This study weighs the connection of environmental crisis with race and gender in different cases of environmental crisis and conflicts. The study documents how Indigenous cosmologies and cosmopolitics, and scientific arguments converge in unexpected alliances in the advent of environmental crises. This research focuses on specific instances, or situations related to environmental justice movements addressing the environmental crisis in Mexico (and its convergences to other similar cases). I examine and present a discussion of the research methodologies and methods used to study the ‘environment’ as well as indigenous cosmologies and cosmopolitics. With this, I embark on a research that includes feminist decolonial theory, eco-feminism and material feminisms into a larger project for autonomy and decoloniality.
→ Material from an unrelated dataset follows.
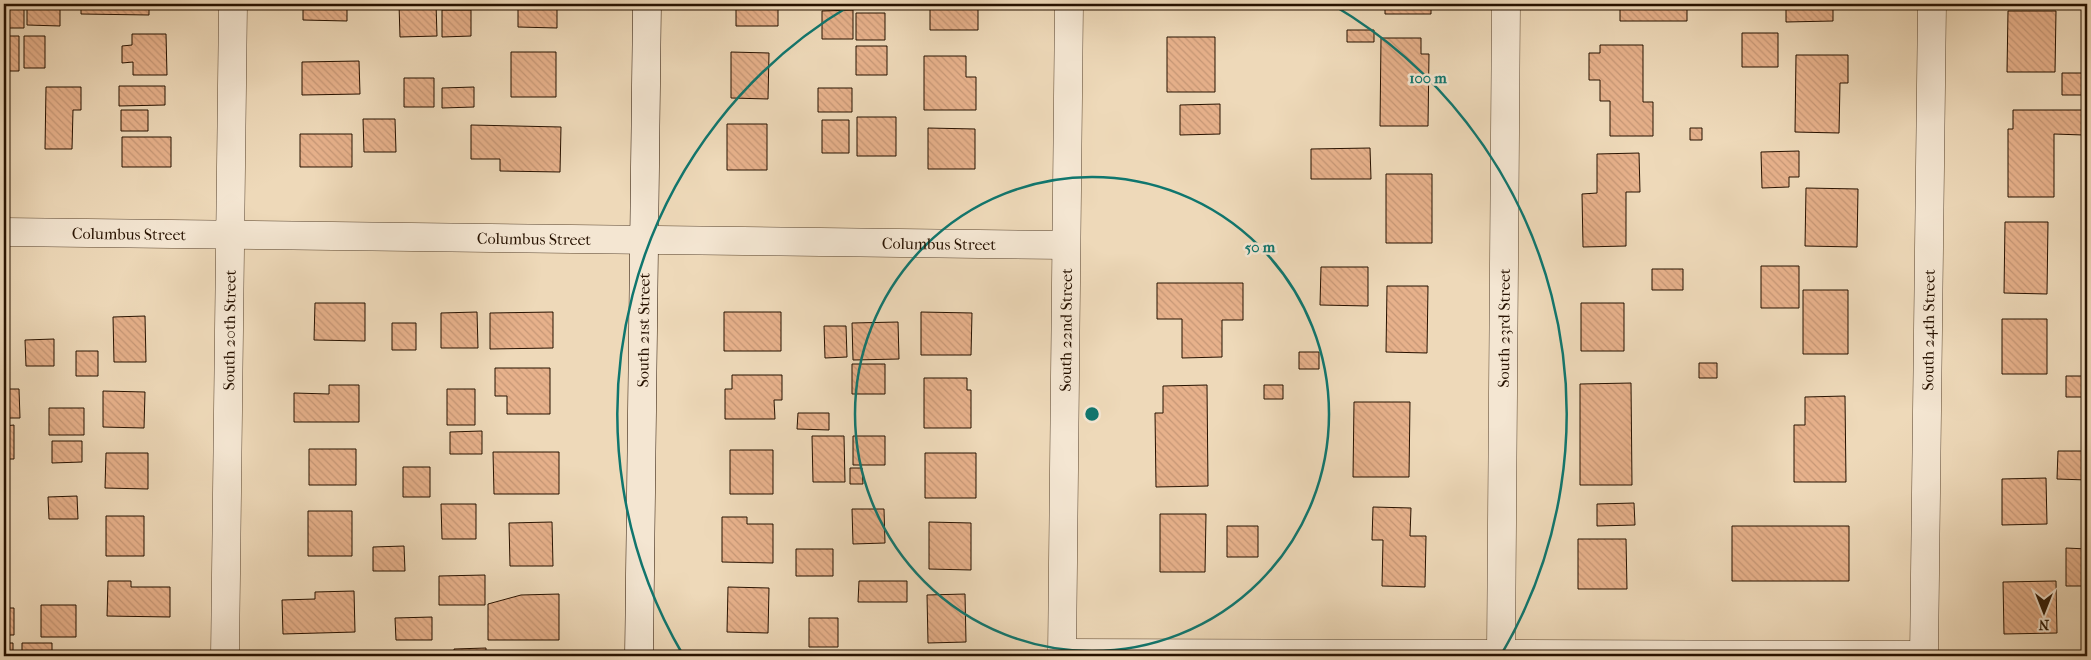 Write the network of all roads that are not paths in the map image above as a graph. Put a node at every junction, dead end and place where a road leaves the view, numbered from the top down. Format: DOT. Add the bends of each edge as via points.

In particular, I discuss one of the concepts that have caught the attention of those studying race and ethnicity in the Americas: mestizaje as an ordinal principle in the context of Mexico. Also, I discuss the inscriptions of the mestiza body in relation to the materiality of race and gender in the context of Latin America. It is shown how the discourse of mestizaje is tangled with the idea of a modern civilization, such as in the Mexican state. Overall, this research analyzes different responses to environmental crises; from environmental activists, community organizers to plastic artists and scientific experts. Also, it includes a literary analysis of contemporary indigenous literatures to show how state sponsored violence and settler colonialism have an incidence in gender violence by placing the female body close to nature.
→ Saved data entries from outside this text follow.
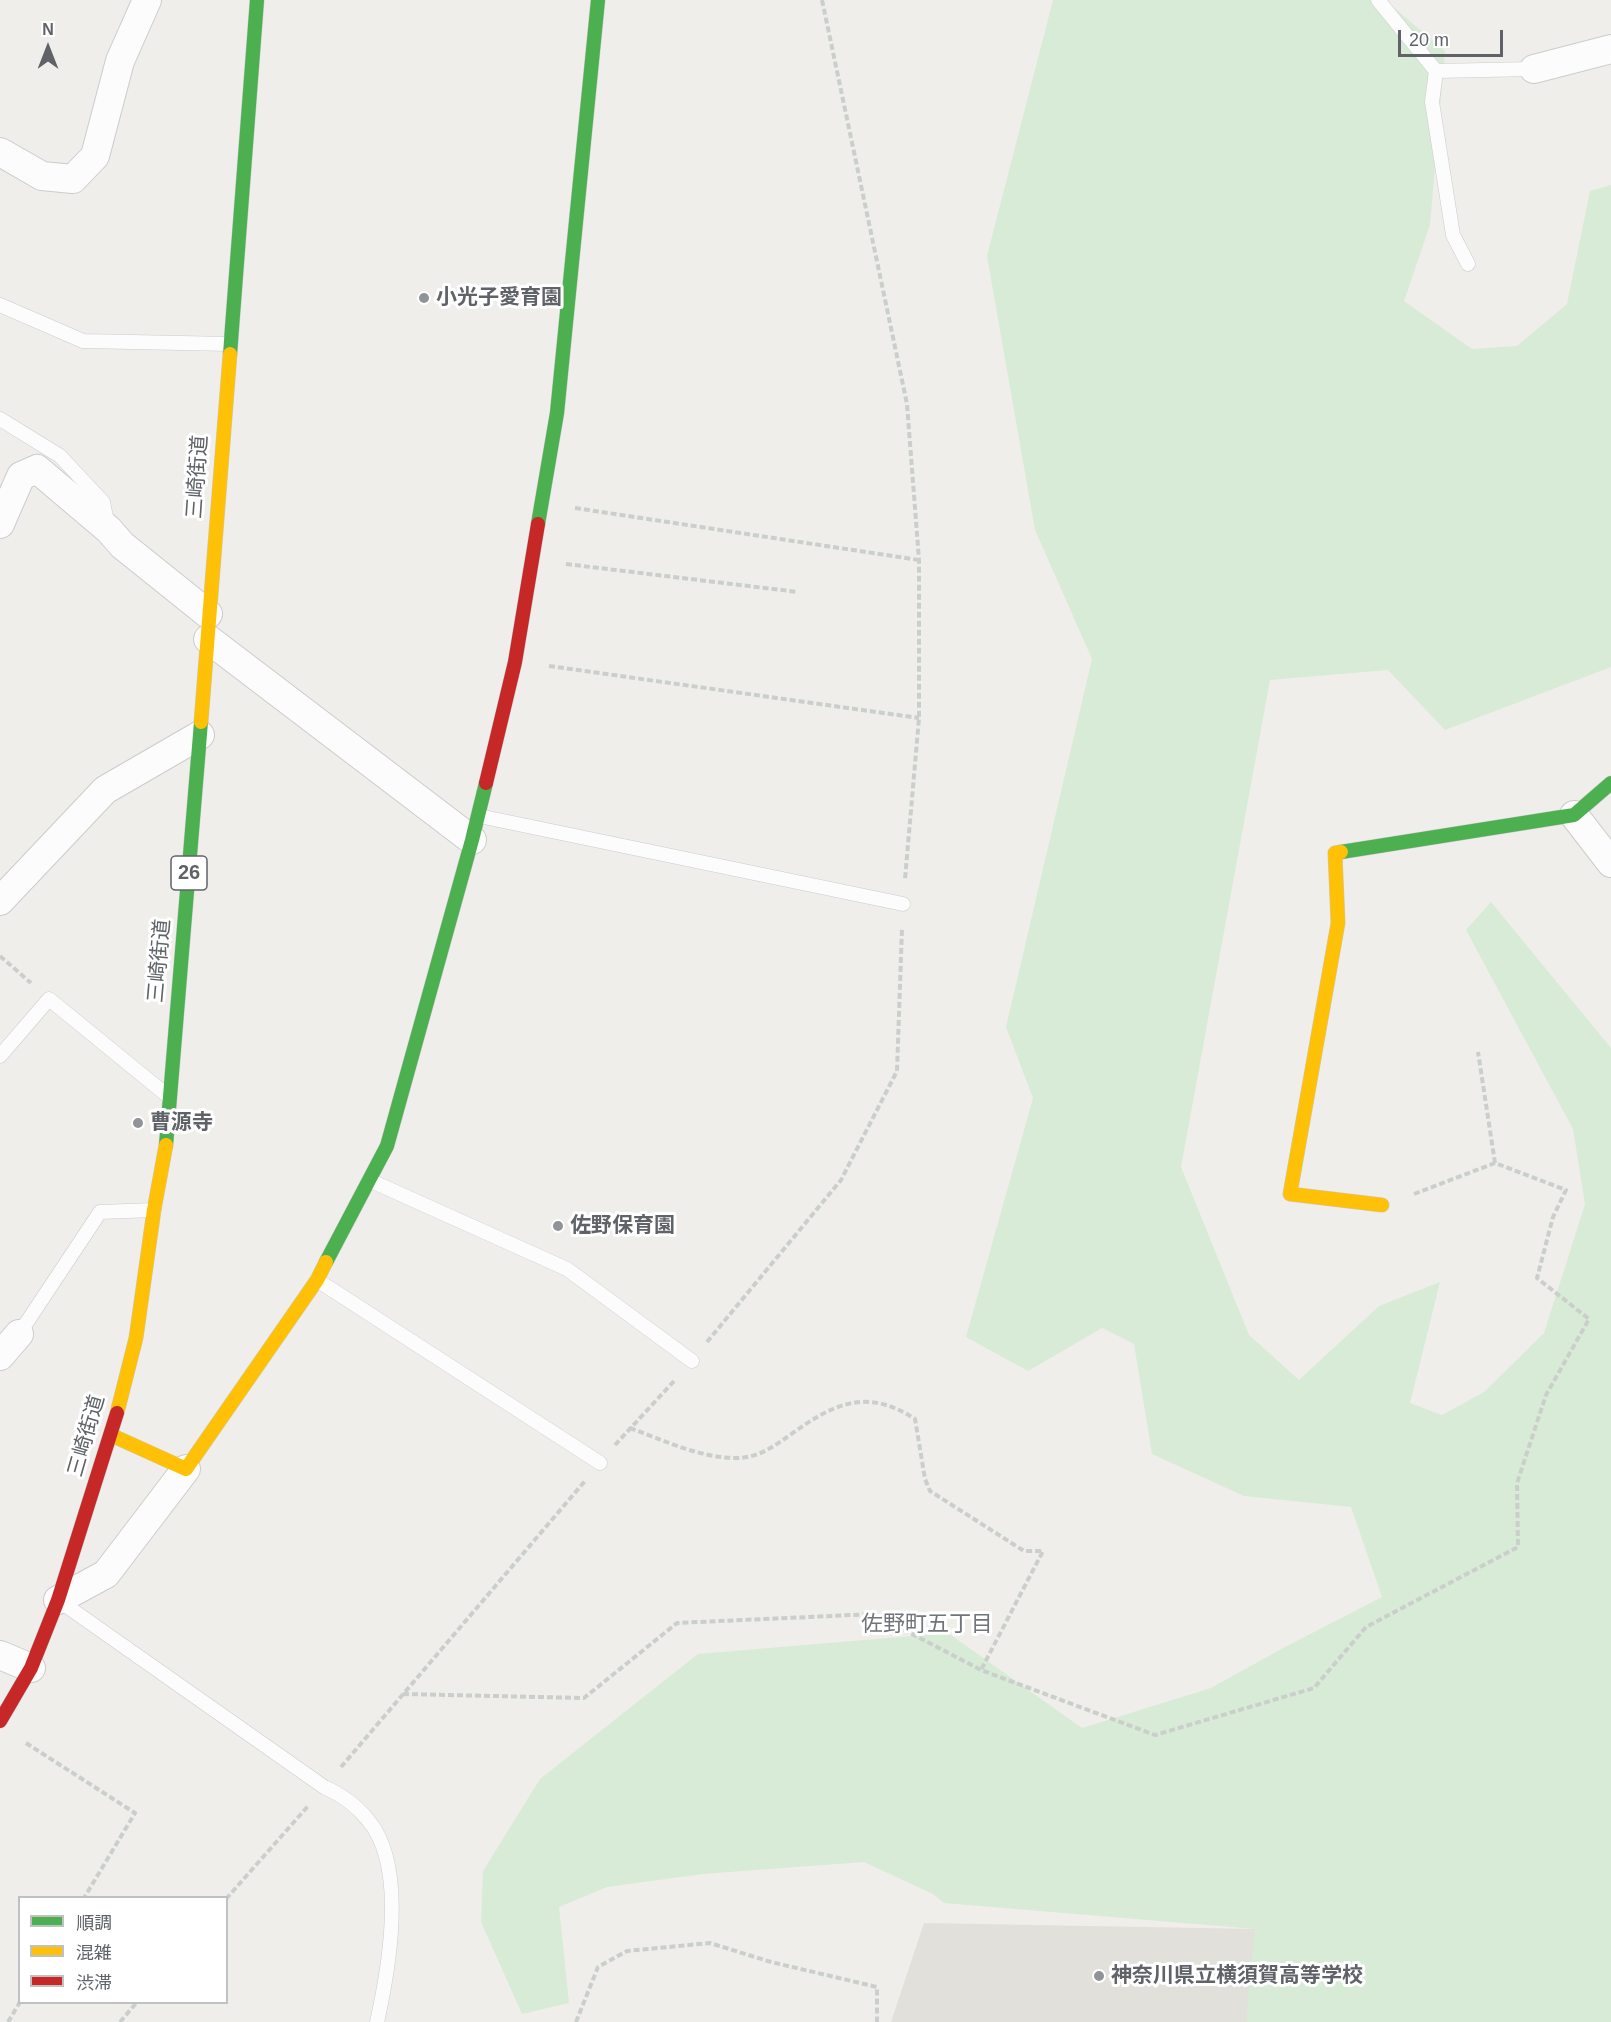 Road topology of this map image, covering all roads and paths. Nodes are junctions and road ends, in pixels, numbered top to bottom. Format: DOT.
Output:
graph roads {
  1 [pos="147,0"];
  2 [pos="257,0"];
  3 [pos="598,0"];
  4 [pos="822,0"];
  5 [pos="1378,0"];
  6 [pos="1611,49"];
  7 [pos="1534,69"];
  8 [pos="1436,71"];
  9 [pos="0,152"];
  10 [pos="1468,264"];
  11 [pos="0,305"];
  12 [pos="230,344"];
  13 [pos="0,419"];
  14 [pos="542,503"];
  15 [pos="0,524"];
  16 [pos="109,530"];
  17 [pos="532,560"];
  18 [pos="919,560"];
  19 [pos="798,592"];
  20 [pos="208,627"];
  21 [pos="515,662"];
  22 [pos="920,718"];
  23 [pos="200,735"];
  24 [pos="1611,783"];
  25 [pos="1574,815"];
  26 [pos="476,828"];
  27 [pos="1611,863"];
  28 [pos="0,901"];
  29 [pos="903,904"];
  30 [pos="0,956"];
  31 [pos="49,999"];
  32 [pos="1478,1052"];
  33 [pos="0,1056"];
  34 [pos="170,1098"];
  35 [pos="1495,1163"];
  36 [pos="369,1180"];
  37 [pos="1382,1205"];
  38 [pos="154,1210"];
  39 [pos="317,1280"];
  40 [pos="19,1334"];
  41 [pos="0,1356"];
  42 [pos="692,1361"];
  43 [pos="630,1428"];
  44 [pos="111,1435"];
  45 [pos="600,1463"];
  46 [pos="186,1469"];
  47 [pos="58,1600"];
  48 [pos="0,1655"];
  49 [pos="31,1668"];
  50 [pos="981,1670"];
  51 [pos="403,1694"];
  52 [pos="0,1721"];
  53 [pos="19,1738"];
  54 [pos="324,1787"];
  55 [pos="85,1896"];
  56 [pos="228,1897"];
  57 [pos="19,2004"];
  58 [pos="135,2004"];
  59 [pos="8,2022"];
  60 [pos="120,2022"];
  61 [pos="377,2022"];
  62 [pos="576,2022"];
  63 [pos="877,2022"];
  1 -- 9 [label="street"];
  2 -- 12 [label="street, 三崎街道 / 26"];
  3 -- 14 [label="street"];
  4 -- 18 [label="path"];
  5 -- 8 [label="lane"];
  6 -- 7 [label="street"];
  7 -- 8 [label="lane"];
  8 -- 10 [label="lane"];
  11 -- 12 [label="lane"];
  12 -- 20 [label="street, 三崎街道 / 26"];
  13 -- 16 [label="lane"];
  14 -- 17 [label="street"];
  14 -- 18 [label="path"];
  15 -- 16 [label="street"];
  16 -- 20 [label="street"];
  17 -- 19 [label="path"];
  17 -- 21 [label="street"];
  18 -- 22 [label="path"];
  20 -- 23 [label="street, 三崎街道 / 26"];
  20 -- 26 [label="street"];
  21 -- 22 [label="path"];
  21 -- 26 [label="street"];
  22 -- 29 [label="path"];
  23 -- 28 [label="street"];
  23 -- 34 [label="street, 三崎街道 / 26"];
  24 -- 25 [label="street"];
  25 -- 27 [label="street"];
  25 -- 37 [label="street"];
  26 -- 29 [label="lane"];
  26 -- 36 [label="street"];
  29 -- 42 [label="path"];
  30 -- 31 [label="path"];
  31 -- 33 [label="lane"];
  31 -- 34 [label="lane"];
  32 -- 35 [label="path"];
  34 -- 38 [label="street, 三崎街道 / 26"];
  35 -- 37 [label="path"];
  35 -- 50 [label="path"];
  36 -- 39 [label="street"];
  36 -- 42 [label="lane"];
  38 -- 40 [label="lane"];
  38 -- 44 [label="street, 三崎街道 / 26"];
  39 -- 45 [label="lane"];
  39 -- 46 [label="street"];
  40 -- 41 [label="street"];
  42 -- 43 [label="path"];
  43 -- 45 [label="path"];
  43 -- 50 [label="path"];
  44 -- 46 [label="street"];
  44 -- 47 [label="street, 三崎街道 / 26"];
  45 -- 51 [label="path"];
  46 -- 47 [label="street"];
  47 -- 49 [label="street, 三崎街道 / 26"];
  47 -- 54 [label="lane"];
  48 -- 49 [label="street"];
  49 -- 52 [label="street, 三崎街道 / 26"];
  50 -- 51 [label="path"];
  51 -- 54 [label="path"];
  53 -- 55 [label="path"];
  54 -- 56 [label="path"];
  54 -- 61 [label="lane"];
  57 -- 59 [label="path"];
  58 -- 60 [label="path"];
  62 -- 63 [label="path"];
}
As global environmental problems have risen, this research contributes to the understanding of the underlying factors in environmental crises and conflict that have been overlooked. Herein lies an important possibility to reach a broader audience in different disciplines, ranging from indigenous studies to the global politics of human rights. Furthermore, this research aims to contribute to the work of environmental activists, scholars and scientists with regard to the understanding of how different arguments are used in research and advocacy work, and how they can integrate an interdisciplinary and intercultural approach when addressing environmental justice cases.